Output the material exactly, line by line.

INPUT FOR THIS TASK Block Start

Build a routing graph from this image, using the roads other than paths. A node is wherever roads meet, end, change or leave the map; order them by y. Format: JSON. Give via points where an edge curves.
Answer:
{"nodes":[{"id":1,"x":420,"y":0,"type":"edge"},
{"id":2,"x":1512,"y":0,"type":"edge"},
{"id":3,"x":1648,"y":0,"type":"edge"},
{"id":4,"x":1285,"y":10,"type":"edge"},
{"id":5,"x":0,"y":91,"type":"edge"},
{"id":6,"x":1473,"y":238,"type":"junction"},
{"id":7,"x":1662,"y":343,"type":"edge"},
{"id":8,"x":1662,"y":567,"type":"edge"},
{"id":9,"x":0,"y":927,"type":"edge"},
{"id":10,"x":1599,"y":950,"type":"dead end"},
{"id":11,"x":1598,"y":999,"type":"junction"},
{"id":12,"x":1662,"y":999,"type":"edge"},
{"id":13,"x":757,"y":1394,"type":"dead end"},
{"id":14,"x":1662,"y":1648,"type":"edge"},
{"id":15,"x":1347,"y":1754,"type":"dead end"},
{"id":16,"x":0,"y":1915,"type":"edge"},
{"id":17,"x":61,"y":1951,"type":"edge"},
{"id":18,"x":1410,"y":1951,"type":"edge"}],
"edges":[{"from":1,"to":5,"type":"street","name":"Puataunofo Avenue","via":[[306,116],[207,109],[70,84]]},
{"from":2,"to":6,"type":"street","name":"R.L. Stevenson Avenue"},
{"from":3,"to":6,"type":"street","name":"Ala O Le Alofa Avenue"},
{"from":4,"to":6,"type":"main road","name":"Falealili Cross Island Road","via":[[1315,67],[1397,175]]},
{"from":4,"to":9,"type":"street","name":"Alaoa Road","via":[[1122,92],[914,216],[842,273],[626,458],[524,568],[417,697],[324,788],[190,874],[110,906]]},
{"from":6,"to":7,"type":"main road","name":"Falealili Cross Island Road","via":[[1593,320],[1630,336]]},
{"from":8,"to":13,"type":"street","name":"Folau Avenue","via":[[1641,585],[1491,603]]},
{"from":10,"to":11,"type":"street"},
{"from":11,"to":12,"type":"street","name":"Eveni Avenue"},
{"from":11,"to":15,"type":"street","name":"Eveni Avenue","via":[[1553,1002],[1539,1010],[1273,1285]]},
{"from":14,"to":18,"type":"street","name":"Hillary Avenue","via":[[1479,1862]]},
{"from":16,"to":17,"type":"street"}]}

INPUT FOR THIS TASK Block End

▶ TASK RESPONSE
Build a routing graph from this image, using the roads other than paths. A node is wherever roads meet, end, change or leave the map; order them by y. Format: JSON. Give via points where an edge curves.
Answer:
{"nodes":[{"id":1,"x":420,"y":0,"type":"edge"},
{"id":2,"x":1512,"y":0,"type":"edge"},
{"id":3,"x":1648,"y":0,"type":"edge"},
{"id":4,"x":1285,"y":10,"type":"edge"},
{"id":5,"x":0,"y":91,"type":"edge"},
{"id":6,"x":1473,"y":238,"type":"junction"},
{"id":7,"x":1662,"y":343,"type":"edge"},
{"id":8,"x":1662,"y":567,"type":"edge"},
{"id":9,"x":0,"y":927,"type":"edge"},
{"id":10,"x":1599,"y":950,"type":"dead end"},
{"id":11,"x":1598,"y":999,"type":"junction"},
{"id":12,"x":1662,"y":999,"type":"edge"},
{"id":13,"x":757,"y":1394,"type":"dead end"},
{"id":14,"x":1662,"y":1648,"type":"edge"},
{"id":15,"x":1347,"y":1754,"type":"dead end"},
{"id":16,"x":0,"y":1915,"type":"edge"},
{"id":17,"x":61,"y":1951,"type":"edge"},
{"id":18,"x":1410,"y":1951,"type":"edge"}],
"edges":[{"from":1,"to":5,"type":"street","name":"Puataunofo Avenue","via":[[306,116],[207,109],[70,84]]},
{"from":2,"to":6,"type":"street","name":"R.L. Stevenson Avenue"},
{"from":3,"to":6,"type":"street","name":"Ala O Le Alofa Avenue"},
{"from":4,"to":6,"type":"main road","name":"Falealili Cross Island Road","via":[[1315,67],[1397,175]]},
{"from":4,"to":9,"type":"street","name":"Alaoa Road","via":[[1122,92],[914,216],[842,273],[626,458],[524,568],[417,697],[324,788],[190,874],[110,906]]},
{"from":6,"to":7,"type":"main road","name":"Falealili Cross Island Road","via":[[1593,320],[1630,336]]},
{"from":8,"to":13,"type":"street","name":"Folau Avenue","via":[[1641,585],[1491,603]]},
{"from":10,"to":11,"type":"street"},
{"from":11,"to":12,"type":"street","name":"Eveni Avenue"},
{"from":11,"to":15,"type":"street","name":"Eveni Avenue","via":[[1553,1002],[1539,1010],[1273,1285]]},
{"from":14,"to":18,"type":"street","name":"Hillary Avenue","via":[[1479,1862]]},
{"from":16,"to":17,"type":"street"}]}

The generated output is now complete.